How does summoning happen exactly? Do the animals just pop into existence like a Summon Monster spell or does the Druid or the Ranger try to call an animal into their service with their rituals? Can they call any kind of animal regardless of the biome they are in?

This is… ill-defined. The rules state only that a 24-hour ceremony provides a new animal companion, selected from the list. Other supplements (most notably the It’s Hot/Cold/Wet/Crowded/Not Outside series) provide alternate lists for druids in particular environments, and most campaign settings also tweak the lists by region or whatever, which implies that the animal you get is dependent on where you are… or maybe on where you’re from. It’s not really stated one way or another.

Ultimately, it’s up to the DM. I have tended to play it that the druid must find the animal first, and then perform the 24-hour ceremony to bond it, but it could just as easily be a 24-hour ceremony beseeching nature for the companion of choice, which is called to the druid regardless of local availability. (this would not be like summon nature’s ally, as those are very temporary, but a Conjuration (Calling) effect, like a druid’s version of planar ally or planar binding)

It could be that a druid is specifically empowered by the natural environment in which he was trained, or where he grew up, or where he currently finds himself, and so the answer to the call is performed by whichever of those is true and thus the animals available are limited by those environments, or it could be that all of nature at once empowers him and supports him, and any animal is available.

It could be that the ceremony requires deep knowledge of the animal in question, knowledge only gained through first-hand experience, or it could be that the druid merely describes the features he’s looking for and nature provides just the thing.

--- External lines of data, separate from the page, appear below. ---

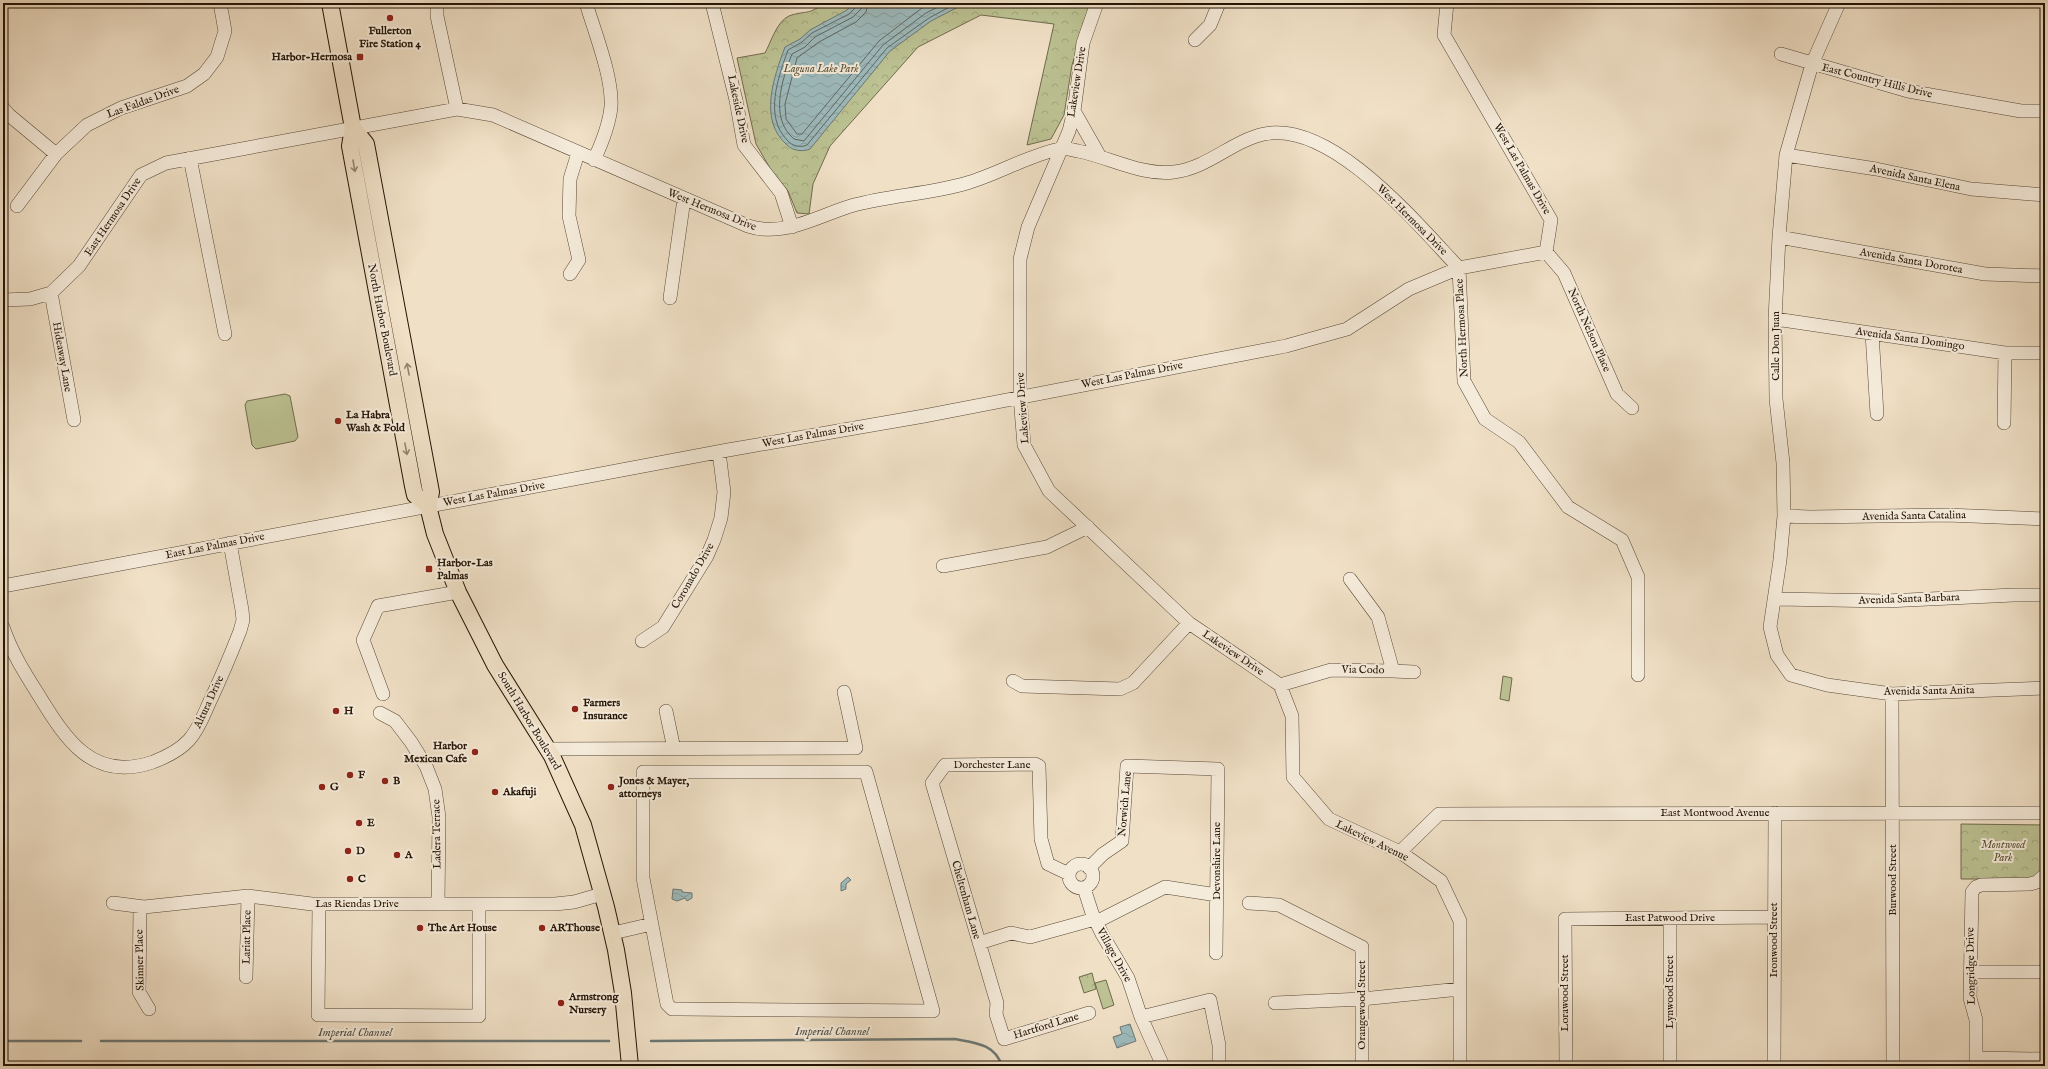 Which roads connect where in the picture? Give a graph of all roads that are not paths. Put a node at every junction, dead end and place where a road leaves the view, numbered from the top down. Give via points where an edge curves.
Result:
1 (220, 3) edge
2 (330, 3) edge
3 (438, 3) edge
4 (586, 3) edge
5 (712, 3) edge
6 (1097, 3) edge
7 (1219, 3) edge
8 (1447, 3) edge
9 (1839, 3) edge
10 (1195, 40) dead end
11 (1781, 54) dead end
12 (1812, 64) junction
13 (3, 108) edge
14 (457, 110) junction
15 (2045, 110) edge
16 (1074, 111) junction
17 (353, 128) junction
18 (1061, 148) junction
19 (578, 153) junction
20 (56, 154) junction
21 (1099, 155) junction
22 (1786, 155) junction
23 (190, 158) junction
24 (594, 160) junction
25 (2045, 195) edge
26 (684, 199) junction
27 (17, 206) dead end
28 (792, 227) junction
29 (1779, 237) junction
30 (1546, 252) junction
31 (1459, 268) junction
32 (570, 274) dead end
33 (2045, 276) edge
34 (51, 293) junction
35 (670, 298) dead end
36 (3, 300) edge
37 (1775, 320) junction
38 (1872, 333) junction
39 (225, 334) dead end
40 (2005, 352) junction
41 (2045, 353) edge
42 (1020, 397) junction
43 (1632, 408) dead end
44 (1876, 414) dead end
45 (74, 420) dead end
46 (2004, 423) dead end
47 (719, 452) junction
48 (428, 506) junction
49 (1784, 516) junction
50 (2045, 520) edge
51 (1088, 527) junction
52 (230, 544) junction
53 (943, 566) dead end
54 (1350, 579) dead end
55 (3, 586) edge
56 (458, 592) junction
57 (2045, 595) edge
58 (1774, 598) junction
59 (471, 618) joint
60 (1189, 623) junction
61 (3, 627) edge
62 (642, 641) dead end
63 (1393, 670) junction
64 (1414, 672) dead end
65 (1638, 675) dead end
66 (1791, 675) joint
67 (1013, 681) dead end
68 (1280, 685) junction
69 (2045, 688) edge
70 (844, 692) dead end
71 (383, 694) dead end
72 (1892, 694) junction
73 (666, 711) dead end
74 (380, 713) dead end
75 (548, 749) junction
76 (674, 749) junction
77 (945, 765) joint
78 (1218, 769) joint
79 (1775, 813) junction
80 (1892, 813) junction
81 (2045, 813) edge
82 (1400, 852) junction
83 (1089, 868) junction
84 (1069, 874) junction
85 (2045, 875) edge
86 (1084, 888) junction
87 (602, 894) junction
88 (1217, 895) junction
89 (248, 896) junction
90 (113, 903) dead end
91 (1249, 903) dead end
92 (319, 904) junction
93 (438, 904) junction
94 (479, 904) junction
95 (140, 908) junction
96 (1774, 917) junction
97 (1670, 918) junction
98 (1565, 919) joint
99 (1095, 920) junction
100 (652, 924) junction
101 (613, 933) junction
102 (979, 943) junction
103 (1216, 953) dead end
104 (1970, 972) junction
105 (2038, 972) dead end
106 (246, 977) dead end
107 (1460, 989) junction
108 (1362, 999) junction
109 (1275, 1003) dead end
110 (149, 1010) dead end
111 (1089, 1013) dead end
112 (1141, 1017) junction
113 (1004, 1039) joint
114 (2041, 1059) dead end
115 (1976, 1062) edge
116 (630, 1066) edge
117 (1162, 1066) edge
118 (1219, 1066) edge
119 (1362, 1066) edge
120 (1460, 1066) edge
121 (1566, 1066) edge
122 (1670, 1066) edge
123 (1774, 1066) edge
124 (1893, 1066) edge

1 - 20 street, Las Faldas Drive via 225,31 217,57 204,74 187,86 121,108 87,125
2 - 17 main road, North Harbor Boulevard
3 - 14 street via 437,16
4 - 24 street via 611,91 608,125
5 - 28 street, Lakeside Drive via 736,100 744,145 781,193
6 - 16 street, Lakeview Drive via 1083,43
7 - 10 street via 1210,25
8 - 30 street, West Las Palmas Drive via 1444,35 1551,220
9 - 12 street, Calle Don Juan
11 - 12 street, East Country Hills Drive
12 - 15 street, East Country Hills Drive via 1908,91 2020,110
12 - 22 street, Calle Don Juan
13 - 20 street via 8,115
14 - 17 street, West Hermosa Drive
14 - 19 street, West Hermosa Drive via 493,115
16 - 18 street, Lakeview Drive
16 - 21 street
17 - 23 street, East Hermosa Drive
17 - 48 main road, North Harbor Boulevard via 366,144 431,492
18 - 21 street, West Hermosa Drive
18 - 28 street, West Hermosa Drive via 967,183 861,204
18 - 42 street, Lakeview Drive via 1028,227 1020,259
19 - 24 street, West Hermosa Drive
19 - 32 street via 570,179 569,216 579,260
20 - 27 street, Las Faldas Drive
21 - 31 street, West Hermosa Drive via 1140,168 1173,172 1197,166 1256,136 1282,133 1304,137 1328,148 1362,172 1399,204
22 - 25 street, Avenida Santa Elena via 1876,169 1971,189
22 - 29 street, Calle Don Juan
23 - 34 street, East Hermosa Drive via 166,163 141,175 80,266
23 - 39 street
24 - 26 street, West Hermosa Drive
26 - 28 street, West Hermosa Drive via 754,228 774,230
26 - 35 street
29 - 33 street, Avenida Santa Dorotea via 1985,274
29 - 37 street, Calle Don Juan
30 - 31 street, West Las Palmas Drive
30 - 43 street, North Nelson Place via 1564,273 1617,394
31 - 42 street, West Las Palmas Drive via 1409,289 1347,329 1286,346
31 - 65 street, North Hermosa Place via 1464,381 1485,419 1519,442 1568,507 1622,540 1638,577
34 - 36 street, East Hermosa Drive via 30,299
34 - 45 street, Hideaway Lane
37 - 38 street, Avenida Santa Domingo
37 - 49 street, Calle Don Juan via 1776,399 1783,463
38 - 40 street, Avenida Santa Domingo
38 - 44 street
40 - 41 street, Avenida Santa Domingo
40 - 46 street
42 - 47 street, West Las Palmas Drive
42 - 51 street, Lakeview Drive via 1024,445 1049,491
47 - 48 street, West Las Palmas Drive
47 - 62 street, Coronado Drive via 724,492 721,518 714,540 707,556 663,627
48 - 52 street, East Las Palmas Drive
48 - 56 main road, North Harbor Boulevard
49 - 50 street, Avenida Santa Catalina via 1810,518 1947,515
49 - 58 street, Calle Don Juan
51 - 53 street via 1047,547
51 - 60 street, Lakeview Drive
52 - 55 street, East Las Palmas Drive
52 - 61 street, Altura Drive via 242,614 240,631 198,728 182,746 158,760 139,766 118,766 99,762 80,752 66,737 40,697 15,655
54 - 63 street, Via Codo via 1378,617
56 - 59 main road, North Harbor Boulevard
56 - 71 street via 378,606 363,640
57 - 58 street, Avenida Santa Barbara via 1886,602
58 - 66 street, Calle Don Juan via 1770,627 1777,655
59 - 75 main road, South Harbor Boulevard via 495,665
60 - 67 street via 1133,683 1120,688 1022,686
60 - 68 street, Lakeview Drive
63 - 64 street
63 - 68 street, Via Codo via 1331,670
66 - 72 street, Avenida Santa Anita via 1827,685
68 - 82 street, Lakeview Avenue via 1292,716 1293,777 1329,819
69 - 72 street, Avenida Santa Anita
70 - 76 street via 856,748
72 - 80 street, Burwood Street
73 - 76 street
74 - 93 street, Ladera Terrace via 395,721 411,742 436,789 439,817
75 - 76 street
75 - 87 main road, South Harbor Boulevard via 583,825
77 - 84 street, Dorchester Lane via 1039,766 1041,839 1048,864
77 - 102 street, Cheltenham Lane via 932,783
78 - 83 street, Norwich Lane via 1127,766 1122,841
78 - 88 street, Devonshire Lane
79 - 80 street, East Montwood Avenue
79 - 82 street, East Montwood Avenue via 1439,814
79 - 96 street, Ironwood Street
80 - 81 street, East Montwood Avenue
80 - 124 street, Burwood Street
82 - 107 street, Lakeview Avenue via 1441,880 1460,921
83 - 84 street via 1078,865 1072,868
83 - 86 street via 1093,874 1092,881
84 - 86 street via 1073,885
85 - 104 street, Longridge Drive via 2030,884 1981,885 1973,890 1970,898
86 - 99 street, Village Drive
87 - 94 street, Las Riendas Drive via 555,904
87 - 101 main road
88 - 99 street via 1165,887
88 - 103 street, Devonshire Lane
89 - 92 street, Las Riendas Drive via 287,903
89 - 95 street, Las Riendas Drive
89 - 106 street, Lariat Place
90 - 95 street, Las Riendas Drive
91 - 108 street, Orangewood Street via 1279,905 1362,947
92 - 93 street, Las Riendas Drive
92 - 94 street via 318,1015 478,1016
93 - 94 street, Las Riendas Drive
95 - 110 street, Skinner Place via 139,992
96 - 97 street, East Patwood Drive
96 - 123 street, Ironwood Street
97 - 98 street, East Patwood Drive
97 - 122 street, Lynwood Street
98 - 121 street, Lorawood Street
99 - 102 street via 1030,937 1012,934
99 - 112 street, Village Drive via 1124,970
100 - 100 street via 665,998 672,1009 934,1011 866,772 643,772 643,878
100 - 101 street
101 - 116 main road via 623,993
102 - 113 street, Cheltenham Lane via 997,1003 996,1014
104 - 105 street
104 - 115 street, Longridge Drive via 1970,1005 1976,1020
107 - 108 street
107 - 120 street, Lakeview Avenue
108 - 109 street
108 - 119 street, Orangewood Street
111 - 113 street, Hartford Lane
112 - 117 street, Village Drive
112 - 118 street via 1210,1000 1219,1045
114 - 115 street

Any of these are possible interpretation of the rules, and have more to do with the setting of the game than they do with the druid himself. These are cases where Wizards has not only allowed you, as DM, to make a call, but required you to do so.

For balance’s sake, I recommend putting some kind of limitation on it. The druid is fantastically powerful, and while the animal companion is the least of the trifecta (spellcasting, wild shape, animal companion), it’s still really potent. So discuss this with your players and consider the setting you’re playing in, and come to a decision.

When an animal companion dies, do they disappear like how a creature summoned by a Summon Monster would die, or do they die like a normal animal?

They die, like a normal animal or like a creature called with Conjuration (Calling). They definitely aren’t summoned, and therefore do not simply disappear. I cannot prove a negative, but nothing references the Conjuration (Summoning) rules and animal companions are never stated to be affected by anti-summoning spells like magic circle against evil.